昔も今も、変わらない”いいもの”があります。時代とともに環境は変わりますが、心の中身はおんなじです。「人間五十年…」が「人間八十年」になっただけです。しかし未だ社会構造は「人間60年」のままです。うまく心をもう一度取り戻しながら、生きて行く時代を期待します。
Tokyo Story Trailer
茂木健一郎 @kenichiromogiじと(1)世界の中の日本のイメージと言うと、いろいろあるだろうが、人に会った時礼をする、というのはかなり流布している。名刺を渡しながら礼をすることが、時には揶揄的に語られることも。西洋人は礼をするよりも上体を起こしたまま握手をするが、それに比べてださいと感じる人もいる。

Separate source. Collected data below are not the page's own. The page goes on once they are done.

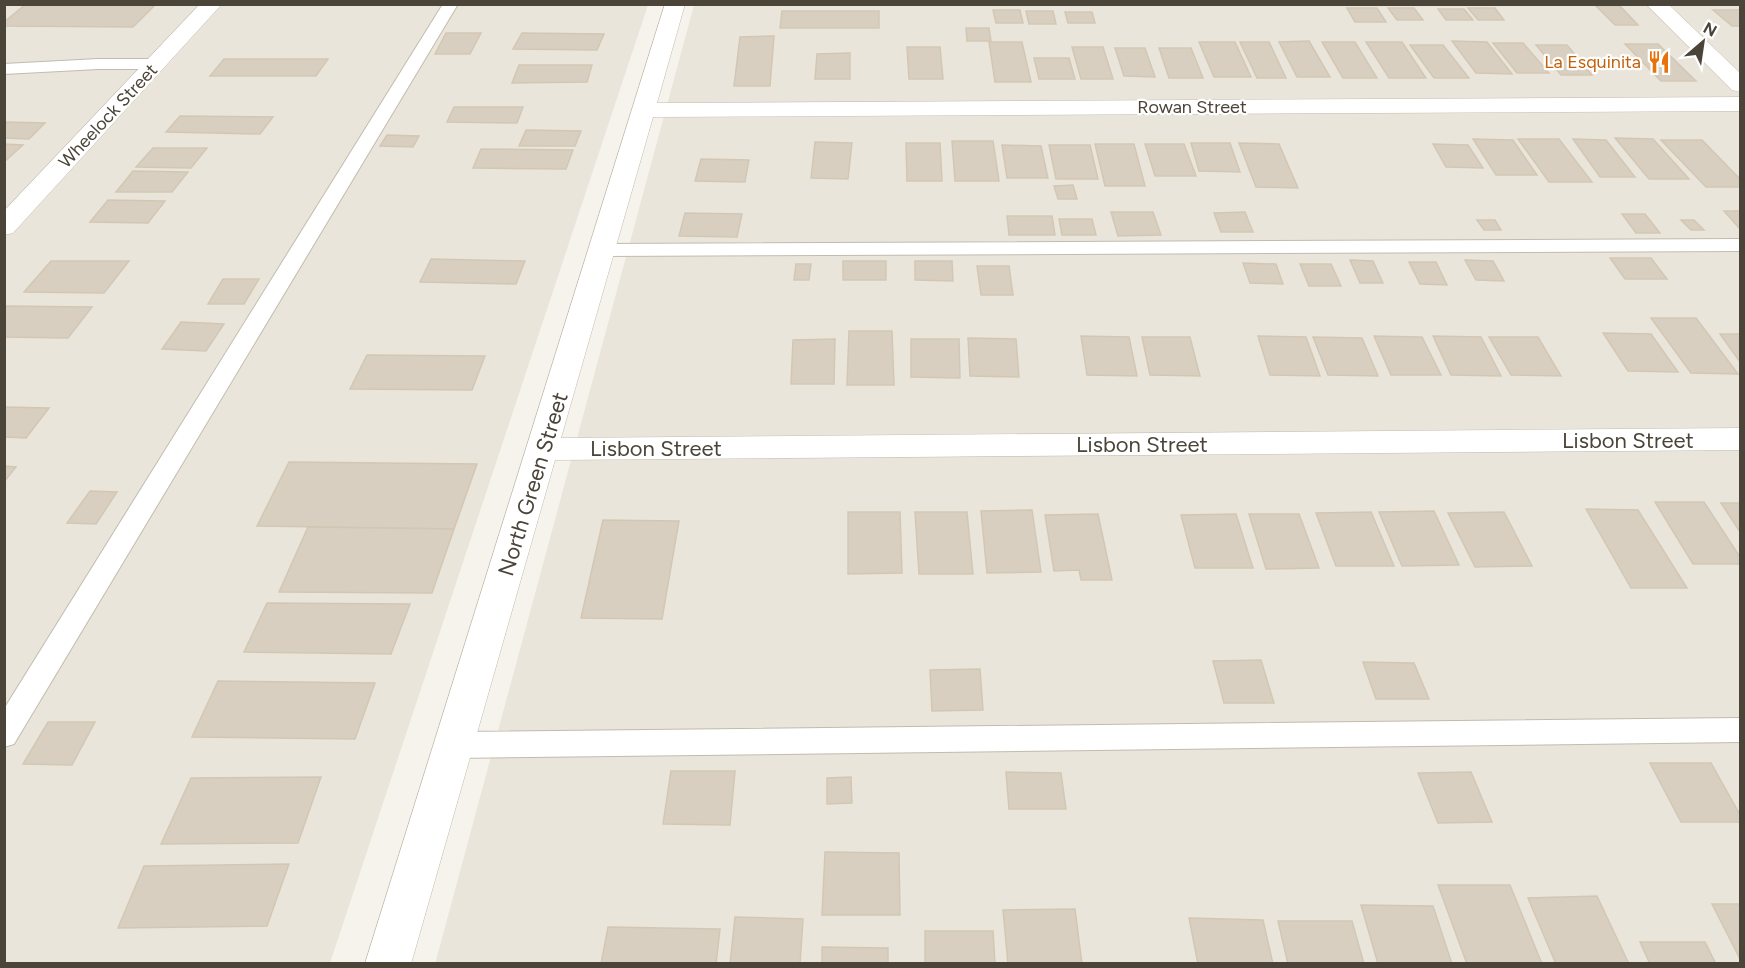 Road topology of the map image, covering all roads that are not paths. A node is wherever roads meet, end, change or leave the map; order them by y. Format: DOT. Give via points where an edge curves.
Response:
graph roads {
  1 [pos="212,4"];
  2 [pos="451,4"];
  3 [pos="675,4"];
  4 [pos="1656,4"];
  5 [pos="157,64"];
  6 [pos="4,69"];
  7 [pos="1740,85"];
  8 [pos="1740,104"];
  9 [pos="644,110"];
  10 [pos="4,227"];
  11 [pos="1740,245"];
  12 [pos="603,250"];
  13 [pos="1740,439"];
  14 [pos="544,449"];
  15 [pos="1740,730"];
  16 [pos="4,735"];
  17 [pos="454,745"];
  18 [pos="388,963"];
  1 -- 5 [label="street, Wheelock Street"];
  2 -- 16 [label="lane"];
  3 -- 9 [label="street, North Green Street"];
  4 -- 7 [label="street"];
  5 -- 6 [label="lane"];
  5 -- 10 [label="street, Wheelock Street"];
  8 -- 9 [label="street, Rowan Street"];
  9 -- 12 [label="street, North Green Street"];
  11 -- 12 [label="lane"];
  12 -- 14 [label="street, North Green Street"];
  13 -- 14 [label="street, Lisbon Street"];
  14 -- 17 [label="street, North Green Street"];
  15 -- 17 [label="lane"];
  17 -- 18 [label="street, North Green Street"];
}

じと(2)ところが、その同じ「礼」が、オリンピックの柔道になると、実に美しい。とりわけ、きちんと礼が出来ている日本人選手に比べて、板についていなかったり、適当だったりする外国人選手がいたりすると、ださいんじゃないかと思えたりする。同じ「礼」でも、価値が逆転するのである。

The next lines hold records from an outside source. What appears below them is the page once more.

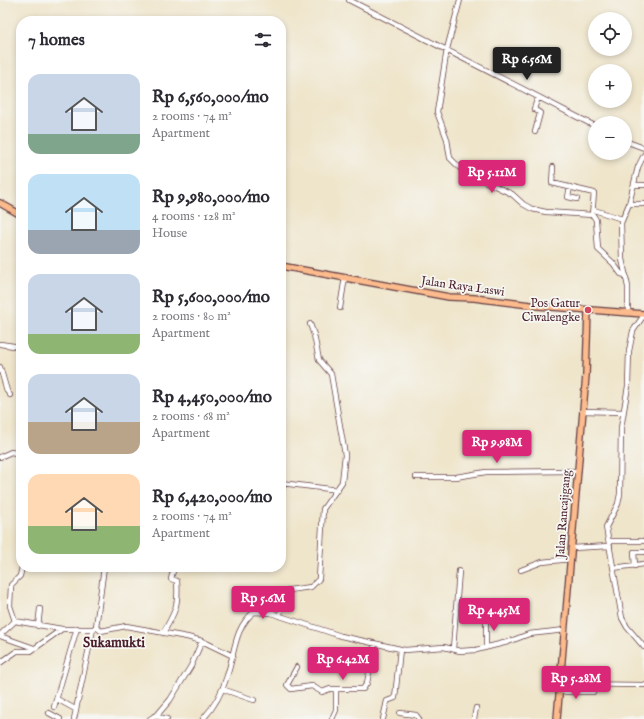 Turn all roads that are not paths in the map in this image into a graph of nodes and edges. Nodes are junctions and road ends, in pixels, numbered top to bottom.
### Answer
1 (349, 0) edge
2 (460, 0) edge
3 (449, 50) junction
4 (538, 97) junction
5 (588, 122) edge
6 (535, 132) dead end
7 (632, 143) edge
8 (644, 148) edge
9 (644, 155) edge
10 (553, 167) dead end
11 (634, 185) junction
12 (644, 186) edge
13 (570, 187) junction
14 (576, 199) dead end
15 (0, 203) edge
16 (629, 204) junction
17 (644, 204) edge
18 (16, 212) edge
19 (593, 213) junction
20 (622, 219) junction
21 (286, 267) edge
22 (624, 275) junction
23 (345, 277) junction
24 (340, 308) dead end
25 (588, 310) junction
26 (628, 313) junction
27 (644, 315) edge
28 (310, 324) dead end
29 (0, 344) edge
30 (16, 346) edge
31 (0, 367) edge
32 (10, 395) dead end
33 (582, 411) junction
34 (618, 411) junction
35 (16, 453) edge
36 (0, 457) edge
37 (577, 471) junction
38 (416, 477) dead end
39 (286, 484) edge
40 (338, 490) junction
41 (643, 540) dead end
42 (608, 544) junction
43 (572, 548) junction
44 (644, 552) edge
45 (571, 559) junction
46 (644, 564) edge
47 (634, 566) junction
48 (613, 568) junction
49 (521, 570) dead end
50 (459, 571) dead end
51 (21, 572) edge
52 (103, 572) edge
53 (173, 572) edge
54 (277, 595) dead end
55 (40, 609) dead end
56 (272, 613) junction
57 (279, 616) junction
58 (486, 618) dead end
59 (15, 621) junction
60 (38, 626) junction
61 (77, 628) junction
62 (95, 628) junction
63 (62, 629) junction
64 (565, 630) junction
65 (163, 633) junction
66 (0, 636) edge
67 (202, 640) junction
68 (375, 642) junction
69 (486, 647) junction
70 (644, 647) edge
71 (34, 648) junction
72 (400, 649) junction
73 (453, 649) junction
74 (233, 656) junction
75 (0, 663) edge
76 (297, 667) dead end
77 (561, 684) junction
78 (644, 685) edge
79 (222, 689) junction
80 (336, 689) junction
81 (560, 692) junction
82 (593, 692) dead end
83 (57, 700) junction
84 (254, 700) dead end
85 (54, 707) dead end
86 (476, 708) dead end
87 (75, 709) junction
88 (48, 713) dead end
89 (400, 713) dead end
90 (152, 718) edge
91 (60, 719) edge
92 (74, 719) edge
93 (167, 719) edge
94 (203, 719) edge
95 (332, 719) edge
96 (383, 719) edge
97 (419, 719) edge
98 (474, 719) edge
99 (557, 719) edge

1 - 3 street
2 - 3 street
3 - 4 street
3 - 19 street
4 - 5 street
4 - 6 street
7 - 8 street
9 - 11 street
10 - 13 street
11 - 12 street
11 - 16 street
13 - 14 street
13 - 19 street
15 - 18 main road
16 - 17 street
16 - 20 street
19 - 20 street
19 - 22 street
20 - 22 street
21 - 23 main road, Jalan Raya Laswi
22 - 26 street
23 - 24 street
23 - 25 main road, Jalan Raya Laswi
25 - 26 main road, Jalan Raya Laswi
25 - 33 main road, Jalan Rancajigang
26 - 27 main road, Jalan Raya Laswi
27 - 34 street
28 - 40 street
29 - 30 street
31 - 32 street
33 - 34 street
33 - 37 main road, Jalan Rancajigang
34 - 42 street
35 - 36 street
37 - 38 street
37 - 43 main road, Jalan Rancajigang
39 - 40 street
40 - 57 street
41 - 42 street
42 - 43 street
42 - 48 street
43 - 45 main road, Jalan Rancajigang
44 - 47 street
45 - 49 street
45 - 64 main road, Jalan Rancajigang
46 - 47 street
47 - 48 street
48 - 70 street
50 - 73 street
51 - 59 street
52 - 62 street
53 - 65 street
54 - 56 street
55 - 60 street
56 - 57 street
56 - 74 street
57 - 68 street
58 - 69 street
59 - 60 street
59 - 66 street
60 - 63 street
61 - 62 street
61 - 63 street
61 - 83 street
62 - 65 street
62 - 87 street
63 - 71 street
64 - 69 street
64 - 77 main road, Jalan Rancajigang
65 - 67 street
66 - 71 street
67 - 74 street
67 - 90 street
68 - 72 street
68 - 80 street
69 - 73 street
71 - 75 street
72 - 73 street
72 - 96 street
74 - 79 street
76 - 80 street
77 - 78 street
77 - 81 main road, Jalan Rancajigang
79 - 84 street
79 - 94 street
80 - 95 street
81 - 82 street
81 - 99 main road, Jalan Rancajigang
83 - 85 street
83 - 87 street
86 - 98 street
87 - 92 street
88 - 91 street
89 - 97 street
90 - 93 street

じと(3)「日本的」であるということが、世界的に見てださいこと、として語られる時と、柔道の「礼」のように吸引力のある、立派なことと見える時の、紙一重の差とは、一体何だろうか。かっこいい日本人の原型は、未だに「武士」であろうが、武士の立ち振る舞いほど日本的なものはない。
じと(4)そんなことを改めて考えるきっかけになったのは、英国映画協会の発行する雑誌 Sight and Sound が10年ごとに実施する史上ベスト映画の投票で、小津安二郎の『東京物語』が第3位に入ったというニュースに接したことだった。 bbc.in/QksyQD
じと(5)映画配給や、批評、それに研究に関わる専門家は、ヒッチコックの『めまい』、オーソン・ウェルズの『市民ケーン』につぐ三位に、『東京物語』を選んだ。さらに注目されることに、映画監督による投票では、『東京物語』は一位となった。現場が、史上最もすぐれた映画と認めたのである。
じと(6)『東京物語』(予告編:bit.ly/NNIknz)は、日本的と言えばこれ以上日本的なものはないというほどの映画。描かれる人間関係、家族のあり方、ライフスタイルは、私たち日本人にとって今や懐かしいとさえ言える「原風景」。世界に通じるとは、どういうことか。
じと(7)『東京物語』が世界的に受け入れられた背景には、言葉を超えた映像の力があると思われる。その意味では、「アニメ」や「漫画」の受容のされ方と似ている。日本語という言葉の壁を超えて、日本人の生命観、人との接し方の「魂」の部分が、他の文化圏の人の心をも動かす力を持ったのだろう。
じと(8)日本人が、外国に対して人見知りであり、恥じらいを感じやすいというのは、近代の一つの宿命であろう。『タイタニック』のディカプリオのような、「輝く真ん中」には行けないと思い込んでいる。しかし、気づいて見ると、私たちの日常の中に、そのまま世界に通じる何かの種がある。
じと(9)肝心なのは、文脈とプレゼンテーション。みっともない「礼」が、柔道の試合会場においては輝くように、あるいは狭い家での庶民の日常生活が『東京物語』という映画の中で永遠の光を放つように、日本人自体が、ものの見方を変えることではないか。他者との出会いで自分の本質を知るのである。
以上、連続ツイート第674回「柔道の礼と、東京物語」でした。